The styrene-based elastomer that is the component (B) will be described.
The (B) styrenic elastomer contained in the polyoxymethylene resin composition of the present embodiment is a random, block, graft or other copolymerization form, presence or absence of side chains or branches, and its degree, copolymer composition ratio The presence or absence of hydrogenation is not particularly limited, but the main dispersion peak temperature of tan δ obtained by viscoelasticity measurement is −10 ° C. or less, and the styrene content is 30% by mass or less. By setting it as this range, in the polyoxymethylene resin composition of the present embodiment, high flexibility performance can be obtained.
The main dispersion peak of tan δ in the viscoelastic spectrum is measured as follows.
First, a sheet-like sample is cut into a size of 10 mm in width and 35 mm in length, and the sample is set in a twist type geometry of a rheometer device (trade name “ARES”, manufactured by TI Instruments Inc.). .
Next, the effective measurement length is set to 25 mm, the strain is set to 0.5%, the frequency is set to 1 Hz, and the temperature is increased from −80 ° C. to 80 ° C. at a temperature increase rate of 3 ° C./min to obtain a viscoelastic spectrum.
The main dispersion peak temperature of tan δ in the obtained viscoelastic spectrum is obtained from a peak detected by automatic measurement of predetermined software (trade name “RSI Orchestrator”, manufactured by TI Instruments Inc.).
The main dispersion peak temperature of tan δ obtained by viscoelasticity measurement is preferably −20 ° C. or lower, more preferably −30 ° C.
The content of the vinyl aromatic compound in the hydrogenated block copolymer, that is, the styrene content in the styrenic elastomer is measured using, for example, a nuclear magnetic resonance apparatus (NMR) (Y. Tanaka, et al., RUBBER CHEMISTRY and TECHNOLOGY). 54, 685 (1981), and the amount of styrene is preferably 20% by mass or less, more preferably 15% by mass or less.

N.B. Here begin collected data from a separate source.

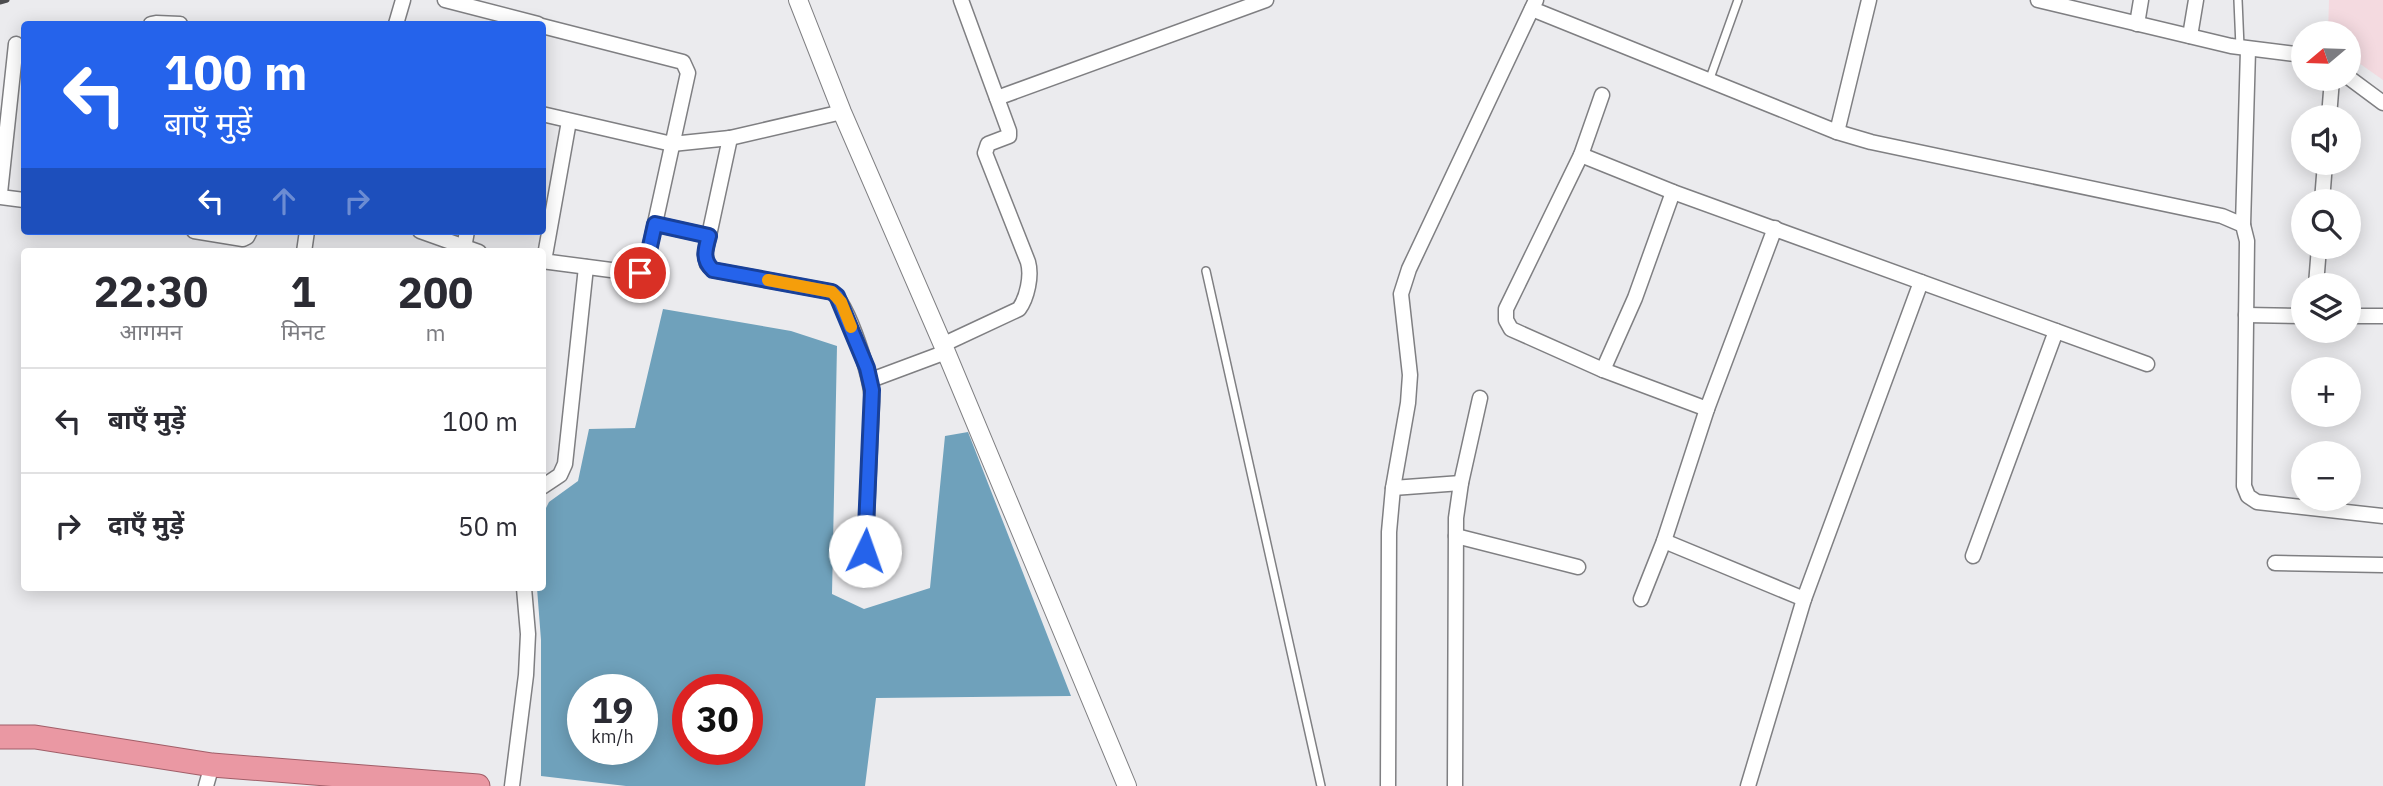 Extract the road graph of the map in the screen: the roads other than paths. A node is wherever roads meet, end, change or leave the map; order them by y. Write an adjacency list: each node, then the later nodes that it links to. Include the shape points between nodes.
1 (404, 0): 14 (street)
2 (445, 0): 15 (street)
3 (798, 0): 27 (street)
4 (961, 0): 25 (street)
5 (1266, 0): 25 (street)
6 (1738, 0): 22 (lane)
7 (1870, 0): 30 (street)
8 (2038, 0): 13 (street)
9 (2141, 0): 16 (street)
10 (2196, 0): 18 (street)
11 (2238, 0): 20 (lane)
12 (1534, 4): 22 (street); 63 (street, via 1401,294 1410,375)
13 (2091, 6): 16 (street)
14 (397, 21)
15 (525, 21)
16 (2137, 24): 18 (street)
17 (546, 27): 32 (street, via 683,62 688,73)
18 (2190, 36): 20 (street)
19 (16, 44): 35 (street)
20 (2244, 49): 21 (street); 38 (street)
21 (2291, 54)
22 (1709, 81): 30 (street)
23 (2361, 87): 26 (street)
24 (1602, 95): 33 (street)
25 (997, 99): 55 (street, via 1009,135 988,144 985,153 1030,275 1019,309)
26 (2383, 103)
27 (842, 113): 31 (street); 55 (street)
28 (546, 115): 29 (street)
29 (569, 121): 32 (street); 45 (street)
30 (1837, 132): 38 (street, via 2222,216)
31 (730, 138): 32 (street); 43 (street)
32 (673, 144): 37 (street)
33 (1581, 155): 34 (street); 57 (street, via 1506,309 1506,320 1511,329)
34 (1673, 192): 39 (street); 57 (street)
35 (0, 195): 36 (street)
36 (21, 199)
37 (655, 224): 43 (street); 47 (street, via 645,269 640,273)
38 (2243, 225): 50 (street)
39 (1774, 228): 49 (street); 60 (street)
40 (218, 235): 41 (street, via 243,239)
41 (248, 235)
42 (431, 235): 44 (street)
43 (709, 236): 58 (street, via 706,264 713,270 837,296)
44 (466, 248)
45 (545, 248)
46 (546, 261): 47 (street)
47 (586, 267): 62 (street, via 565,464 560,475)
48 (1206, 271): 81 (lane)
49 (1921, 282): 54 (street); 74 (street)
50 (2246, 315): 51 (street); 64 (street, via 2244,486 2248,496 2257,502)
51 (2291, 316)
52 (2361, 316): 53 (street)
53 (2383, 316)
54 (2056, 331): 56 (street); 67 (street)
55 (944, 348): 58 (street); 80 (street)
56 (2147, 364)
57 (1603, 370): 60 (street)
58 (871, 380): 71 (street)
59 (1480, 398): 61 (street)
60 (1707, 409): 66 (street)
61 (1461, 483): 63 (street); 65 (street)
62 (546, 484)
63 (1393, 488): 82 (street)
64 (2383, 516)
65 (1456, 536): 70 (street); 83 (street)
66 (1664, 541): 73 (street); 74 (street)
67 (1973, 556)
68 (2275, 563): 69 (street)
69 (2383, 565)
70 (1578, 567)
71 (864, 576)
72 (524, 591): 79 (street, via 526,675)
73 (1641, 599)
74 (1804, 599): 84 (street)
75 (0, 737): 76 (highway, via 35,737)
76 (209, 776): 77 (highway)
77 (451, 784): 78 (highway)
78 (478, 786)
79 (512, 786)
80 (1127, 786)
81 (1321, 786)
82 (1388, 786)
83 (1455, 786)
84 (1748, 786)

(B) The number average molecular weight of the styrene-based elastomer is preferably 10,000 to 500,000.
By setting it as this range, in the polyoxymethylene resin composition of the present embodiment, high flexibility performance can be obtained.
In the present embodiment, the number average molecular weight is a molecular weight in terms of polystyrene by gel permeation chromatography.

Further, among (B) styrene elastomers, preferred are copolymers of styrene monomers shown below and monomers that can be copolymerized with styrene monomers.
Examples of the styrene monomer include aromatic vinyl monomers such as styrene, α-methylstyrene, 2,4-dimethylstyrene, p-methylstyrene, t-butylstyrene, chloromethylstyrene, and ethylstyrene. Among them, styrene is preferable.
The monomer copolymerizable with the styrenic monomer includes elastomers in addition to copolymerizable unsaturated monomers.
Examples of the copolymerizable unsaturated monomer include (meth) acrylonitrile, (meth) acrylic acid ester, maleimide monomers, diene monomers (eg, butadiene, isoprene, etc.), olefins (eg, ethylene, propylene, Butene etc.).
Examples of the elastomer include polybutadiene, polyisoprene, ethylene-propylene rubber, acrylic rubber, halogenated polyolefin such as chlorinated polyethylene, and the like, and may be a hydrogenated product.

<(B) Styrenic elastomer content>
Content of (B) styrene-type elastomer in the polyoxymethylene resin composition of this embodiment is a range whose (B) component is 1-100 mass parts with respect to (A) component 100 mass parts. By being in this range, the fluidity at the time of molding and the appearance of the molded product are good, and excellent flexibility is imparted.
(B) As for content of a component, 10-80 mass parts is preferable, and 20-60 mass parts is more preferable.

<(B) Dispersion average particle diameter of styrene-based elastomer>
In the polyoxymethylene resin composition of the present embodiment, the dispersion average particle size of (B) the styrene elastomer is preferably 10 μm or less.
The dispersion average particle diameter of the component (B) was determined by using the molded body (test piece) of the polyoxymethylene resin composition of the present embodiment in the direction perpendicular to the surface layer portion (relative to the flow during molding) of 0. It can be measured by cutting into a 3 mm square 80 nm ultrathin film and observing with a transmission electron microscope (H-7500, manufactured by Hitachi, Ltd.).
When the dispersion average particle diameter is 10 μm or less, a molded article having excellent mechanical properties, excellent flexibility, and excellent frictional wear characteristics can be obtained.
The dispersion average particle diameter is preferably 8 μm or less, and more preferably 6 μm or less.

[Method for producing polyoxymethylene resin composition]
The polyoxymethylene resin composition of the present embodiment can be produced by melt-kneading the above-described component (A), component (B), and other additives as necessary.
Examples of the melt kneader include a kneader, a roll mill, a single screw extruder, a twin screw extruder, and a multi screw extruder.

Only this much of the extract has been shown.